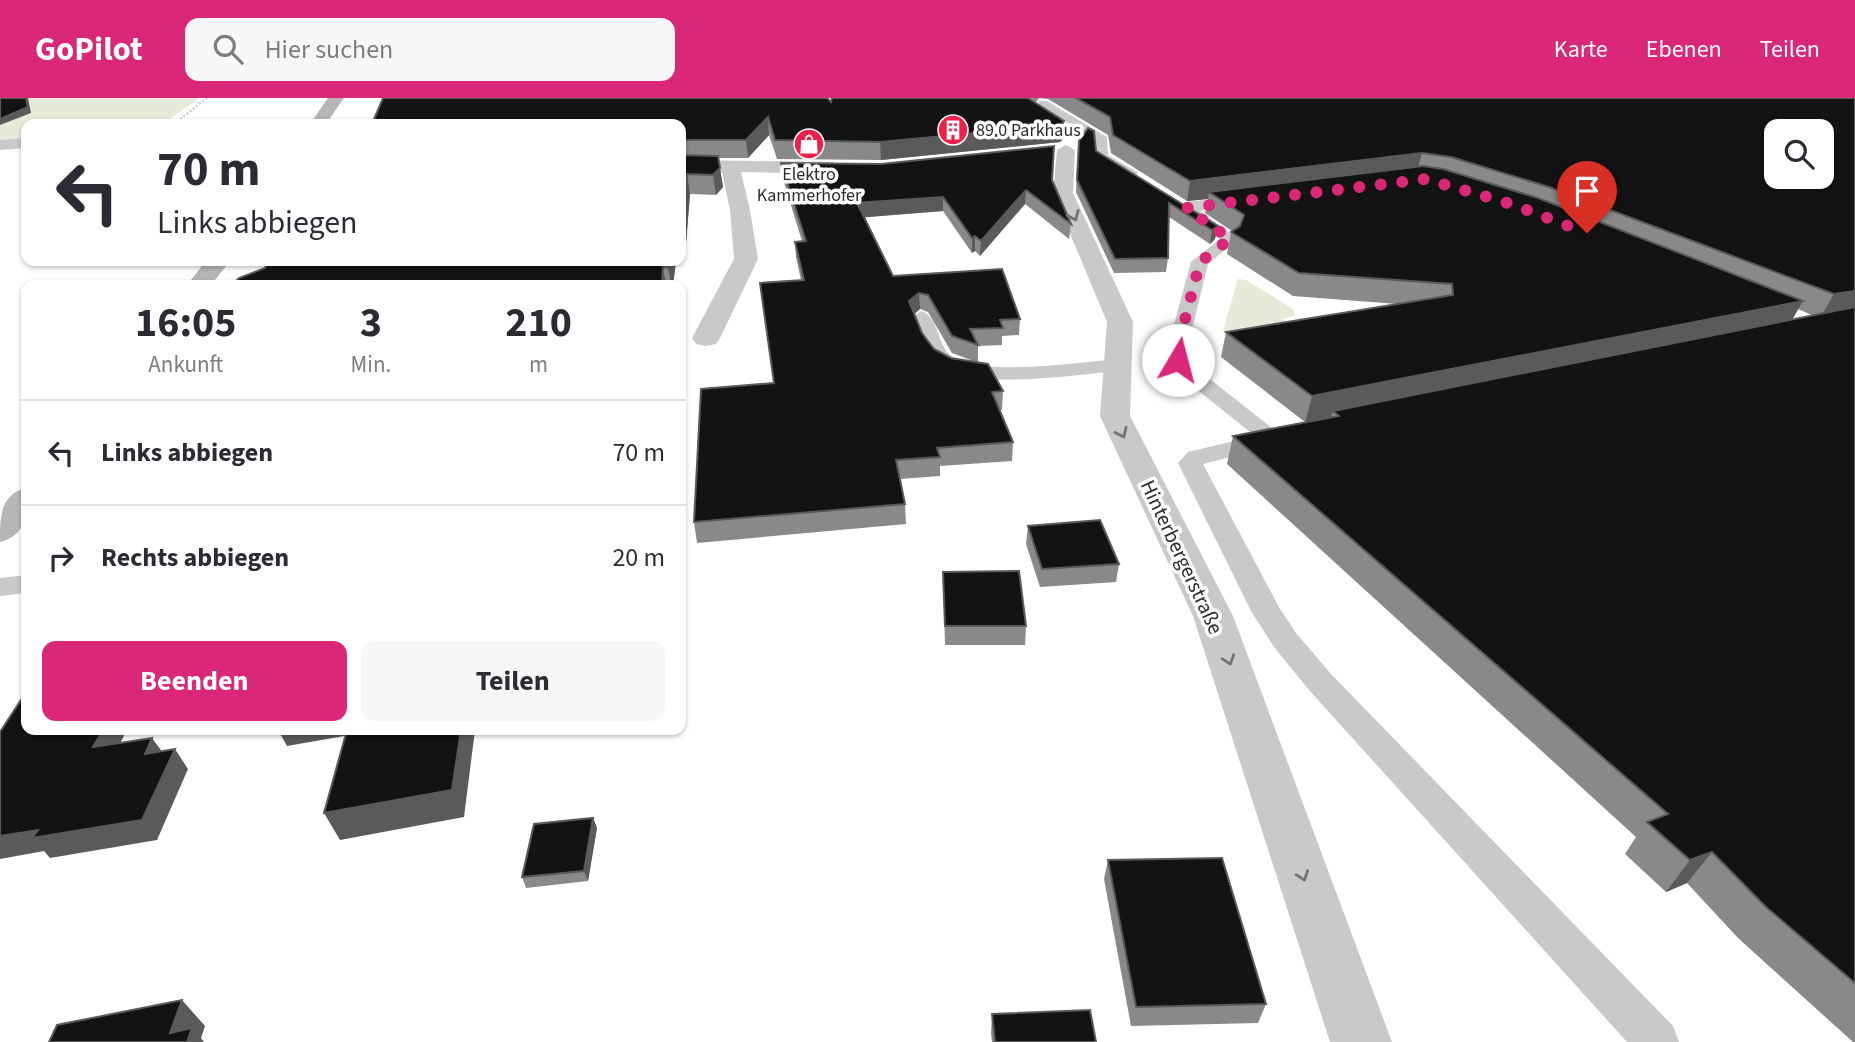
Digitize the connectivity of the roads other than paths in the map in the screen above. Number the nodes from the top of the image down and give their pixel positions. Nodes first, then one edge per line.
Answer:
1 (336, 98) edge
2 (1034, 104) joint
3 (321, 119) edge
4 (21, 143) edge
5 (0, 145) edge
6 (686, 166) edge
7 (730, 167) junction
8 (854, 169) edge
9 (1143, 182) edge
10 (1267, 198) edge
11 (214, 266) edge
12 (203, 280) edge
13 (921, 317) edge
14 (706, 338) dead end
15 (1117, 365) junction
16 (21, 504) edge
17 (0, 531) edge
18 (21, 585) edge
19 (0, 587) edge
20 (1361, 1042) edge
21 (1657, 1042) edge

1 - 3 main road
2 - 9 lane
2 -> 15 street, Hinterbergerstraße
4 - 5 street
6 - 7 street
7 - 8 street
7 - 14 street
10 - 21 lane
11 - 12 main road
13 - 15 lane
15 -> 20 street, Hinterbergerstraße
16 - 17 main road
18 - 19 lane

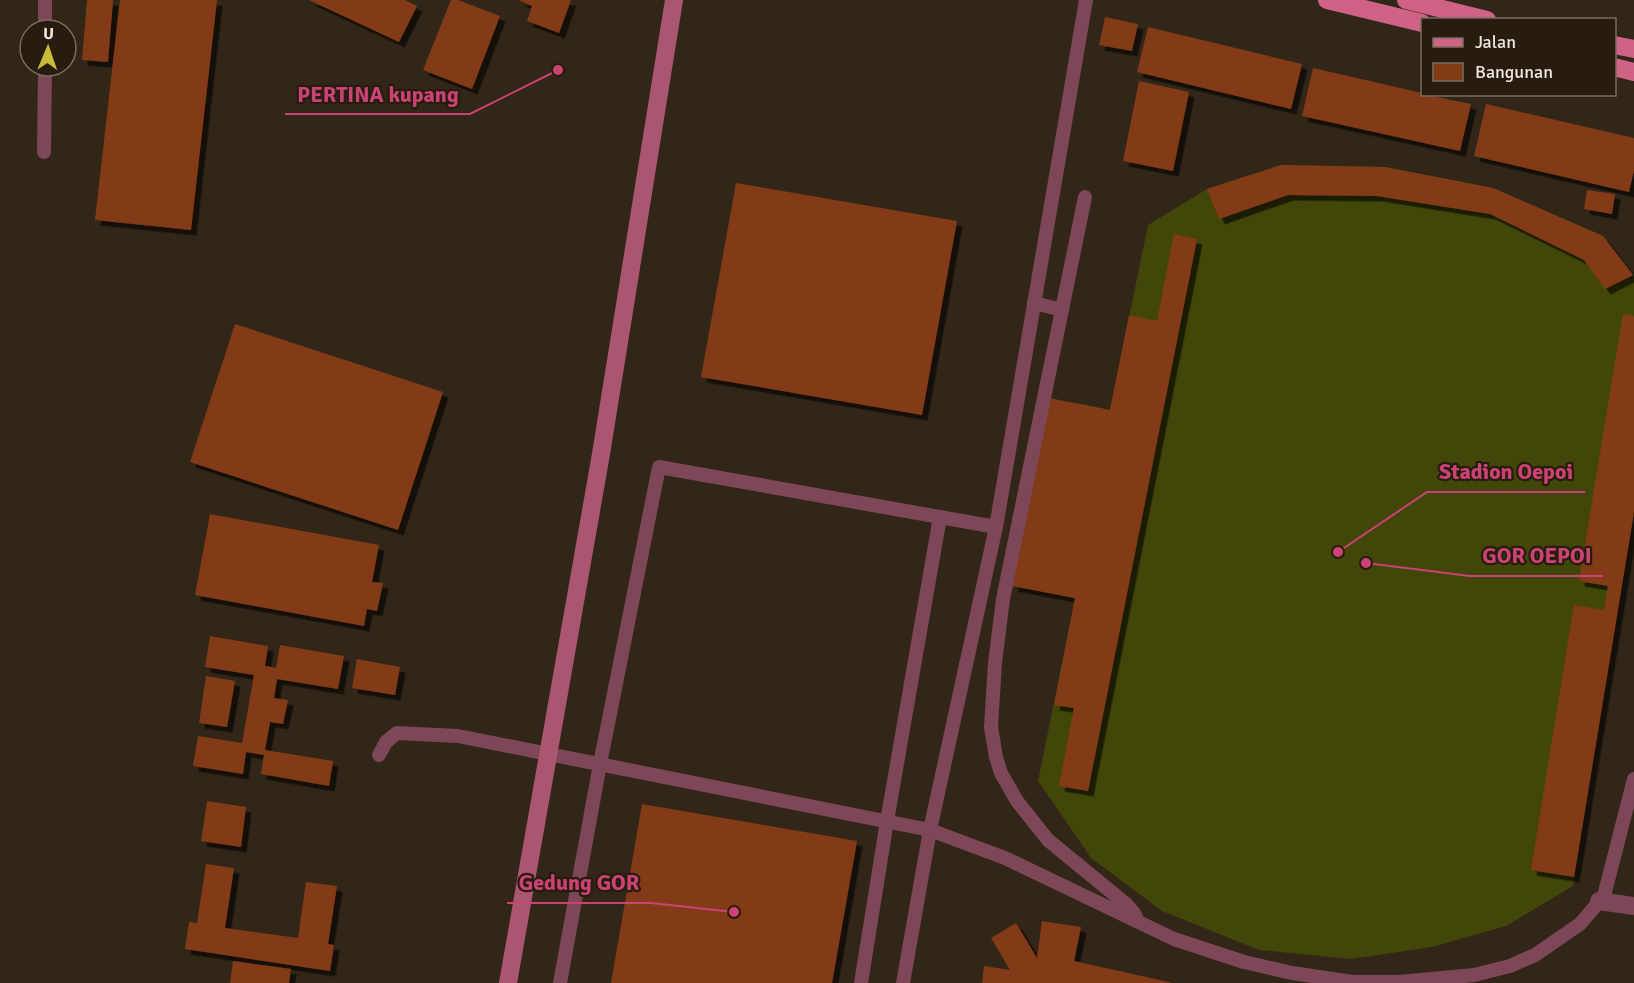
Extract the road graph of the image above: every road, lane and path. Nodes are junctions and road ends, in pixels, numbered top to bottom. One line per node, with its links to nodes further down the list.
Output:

*YOUR ASSIGNMENT*.
Each line of the records that contains the string "Nodes" must be copied.

*WRITTEN SOLUTION*.
Digitize the connectivity of the roads other than paths in the map in the screen above. Number the nodes from the top of the image down and give their pixel positions. Nodes first, then one edge per line.
Extract the road graph of the image above: every road, lane and path. Nodes are junctions and road ends, in pixels, numbered top to bottom. One line per node, with its links to nodes further down the list.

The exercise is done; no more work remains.